While laser scanning is typically used in modernization and expansion projects of existing production plants, it can also be utilized in any application where initial design data must be acquired quickly and precisely. In addition, it is possible to get high-quality photographs of the object to support documentation, if needed. Laser scanning saves time and is surprisingly cost-effective when analyzing it after completion of the design project.
A digital window into production
Modern automation solutions enable remote monitoring and control of entire production plants with the precision of individual devices. With a well implemented automation system, production continues at an optimal level even with temporarily reduced human resources.
For example, GEMA enables you to monitor production according to the digital twin principle from anywhere around the world using either a VPN connection or a cloud service. To avoid guesswork, GEMA by Pinja provides us with real-time data on the machine operation and production volume.

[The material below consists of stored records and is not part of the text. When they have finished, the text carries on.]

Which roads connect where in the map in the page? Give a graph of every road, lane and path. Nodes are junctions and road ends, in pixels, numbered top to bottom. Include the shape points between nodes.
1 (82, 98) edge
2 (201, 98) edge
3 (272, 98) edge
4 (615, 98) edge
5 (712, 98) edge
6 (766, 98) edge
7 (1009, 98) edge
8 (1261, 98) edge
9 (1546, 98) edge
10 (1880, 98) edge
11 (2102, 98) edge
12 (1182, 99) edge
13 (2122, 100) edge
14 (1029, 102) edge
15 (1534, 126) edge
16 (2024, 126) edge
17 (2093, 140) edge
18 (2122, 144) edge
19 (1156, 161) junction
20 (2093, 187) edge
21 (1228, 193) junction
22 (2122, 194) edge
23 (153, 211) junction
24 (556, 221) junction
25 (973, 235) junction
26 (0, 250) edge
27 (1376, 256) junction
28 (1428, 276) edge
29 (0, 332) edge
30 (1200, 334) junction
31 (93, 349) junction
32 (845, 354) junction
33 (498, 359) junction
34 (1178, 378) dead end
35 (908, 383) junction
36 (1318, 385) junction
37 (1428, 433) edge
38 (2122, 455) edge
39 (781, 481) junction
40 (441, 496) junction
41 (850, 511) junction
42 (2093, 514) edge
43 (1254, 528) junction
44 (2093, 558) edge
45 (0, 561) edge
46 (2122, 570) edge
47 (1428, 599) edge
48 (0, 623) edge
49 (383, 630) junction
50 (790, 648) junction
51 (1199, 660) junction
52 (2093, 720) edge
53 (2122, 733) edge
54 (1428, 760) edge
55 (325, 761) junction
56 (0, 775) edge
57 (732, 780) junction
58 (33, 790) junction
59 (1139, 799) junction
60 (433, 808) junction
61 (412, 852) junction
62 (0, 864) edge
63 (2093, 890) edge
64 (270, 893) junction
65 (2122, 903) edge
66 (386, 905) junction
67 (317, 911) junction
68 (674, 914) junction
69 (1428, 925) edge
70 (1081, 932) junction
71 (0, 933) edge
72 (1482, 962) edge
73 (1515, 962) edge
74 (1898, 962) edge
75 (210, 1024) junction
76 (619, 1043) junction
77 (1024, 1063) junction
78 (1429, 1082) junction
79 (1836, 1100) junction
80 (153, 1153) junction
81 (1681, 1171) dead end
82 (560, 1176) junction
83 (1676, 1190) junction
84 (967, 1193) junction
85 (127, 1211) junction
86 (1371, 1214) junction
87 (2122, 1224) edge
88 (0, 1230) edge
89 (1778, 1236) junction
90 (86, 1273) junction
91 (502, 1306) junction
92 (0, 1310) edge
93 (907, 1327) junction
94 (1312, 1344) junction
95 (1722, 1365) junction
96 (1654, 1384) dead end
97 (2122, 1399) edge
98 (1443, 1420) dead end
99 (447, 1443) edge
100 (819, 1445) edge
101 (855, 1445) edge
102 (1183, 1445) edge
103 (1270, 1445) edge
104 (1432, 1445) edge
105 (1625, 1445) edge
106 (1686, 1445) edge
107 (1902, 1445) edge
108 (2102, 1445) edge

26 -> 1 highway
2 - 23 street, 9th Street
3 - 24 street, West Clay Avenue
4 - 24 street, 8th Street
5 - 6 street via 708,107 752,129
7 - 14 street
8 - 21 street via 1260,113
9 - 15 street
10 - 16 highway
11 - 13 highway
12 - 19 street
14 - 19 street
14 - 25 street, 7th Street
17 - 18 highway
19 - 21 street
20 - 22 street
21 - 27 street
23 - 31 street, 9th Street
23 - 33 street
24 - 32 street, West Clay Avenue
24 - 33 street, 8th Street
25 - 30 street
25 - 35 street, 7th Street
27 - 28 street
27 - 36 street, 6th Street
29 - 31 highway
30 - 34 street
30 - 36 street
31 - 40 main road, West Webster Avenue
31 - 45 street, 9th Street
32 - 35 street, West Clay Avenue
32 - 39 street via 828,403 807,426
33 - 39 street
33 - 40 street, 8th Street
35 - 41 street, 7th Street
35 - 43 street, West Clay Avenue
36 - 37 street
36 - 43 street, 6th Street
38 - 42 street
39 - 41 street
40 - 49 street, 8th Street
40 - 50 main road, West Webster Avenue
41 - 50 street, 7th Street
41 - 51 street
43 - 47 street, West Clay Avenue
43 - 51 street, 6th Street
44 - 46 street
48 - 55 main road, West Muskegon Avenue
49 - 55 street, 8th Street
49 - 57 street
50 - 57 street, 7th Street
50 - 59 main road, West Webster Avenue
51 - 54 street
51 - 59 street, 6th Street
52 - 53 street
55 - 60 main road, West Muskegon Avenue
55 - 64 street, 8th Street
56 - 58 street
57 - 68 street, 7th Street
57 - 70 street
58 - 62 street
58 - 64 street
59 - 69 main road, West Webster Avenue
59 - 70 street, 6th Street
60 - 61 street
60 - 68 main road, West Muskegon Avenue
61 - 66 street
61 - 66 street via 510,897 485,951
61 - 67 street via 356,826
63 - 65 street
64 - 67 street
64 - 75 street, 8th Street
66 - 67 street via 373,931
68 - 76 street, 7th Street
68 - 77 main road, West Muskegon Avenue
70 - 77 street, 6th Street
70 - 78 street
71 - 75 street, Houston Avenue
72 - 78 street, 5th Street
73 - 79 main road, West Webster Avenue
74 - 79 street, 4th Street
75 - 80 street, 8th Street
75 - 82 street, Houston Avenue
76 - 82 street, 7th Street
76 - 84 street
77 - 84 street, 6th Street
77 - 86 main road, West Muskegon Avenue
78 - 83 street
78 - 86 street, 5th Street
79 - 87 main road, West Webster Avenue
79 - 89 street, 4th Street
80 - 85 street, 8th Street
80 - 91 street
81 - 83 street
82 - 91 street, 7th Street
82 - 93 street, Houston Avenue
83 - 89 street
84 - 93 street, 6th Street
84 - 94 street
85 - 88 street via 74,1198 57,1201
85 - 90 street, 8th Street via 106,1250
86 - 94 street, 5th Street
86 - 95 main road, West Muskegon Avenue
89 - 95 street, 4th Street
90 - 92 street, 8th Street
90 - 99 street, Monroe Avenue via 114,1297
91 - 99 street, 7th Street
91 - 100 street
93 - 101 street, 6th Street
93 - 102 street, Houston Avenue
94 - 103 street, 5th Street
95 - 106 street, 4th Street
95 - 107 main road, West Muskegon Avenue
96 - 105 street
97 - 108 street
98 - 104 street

GEMA allows us to make efficient decisions based on correct data – also remotely. No matter whether you are responsible for production, procurement or sales or a member of top management, you can monitor production conditions from home. Data is transparent and available to all who need it and the production staff can work peacefully without any extra contacts.
Social distancing = Digital approaching
Digitalization is centered on the human factor. A digital twin, such as simulation, remote control and monitoring as digital solutions, keeps our customers close to the physical production environment. We also aim at the same thing under these exceptional circumstances in our daily interaction with our customers. Let us therefore allow the digital technology bring us closer to each other!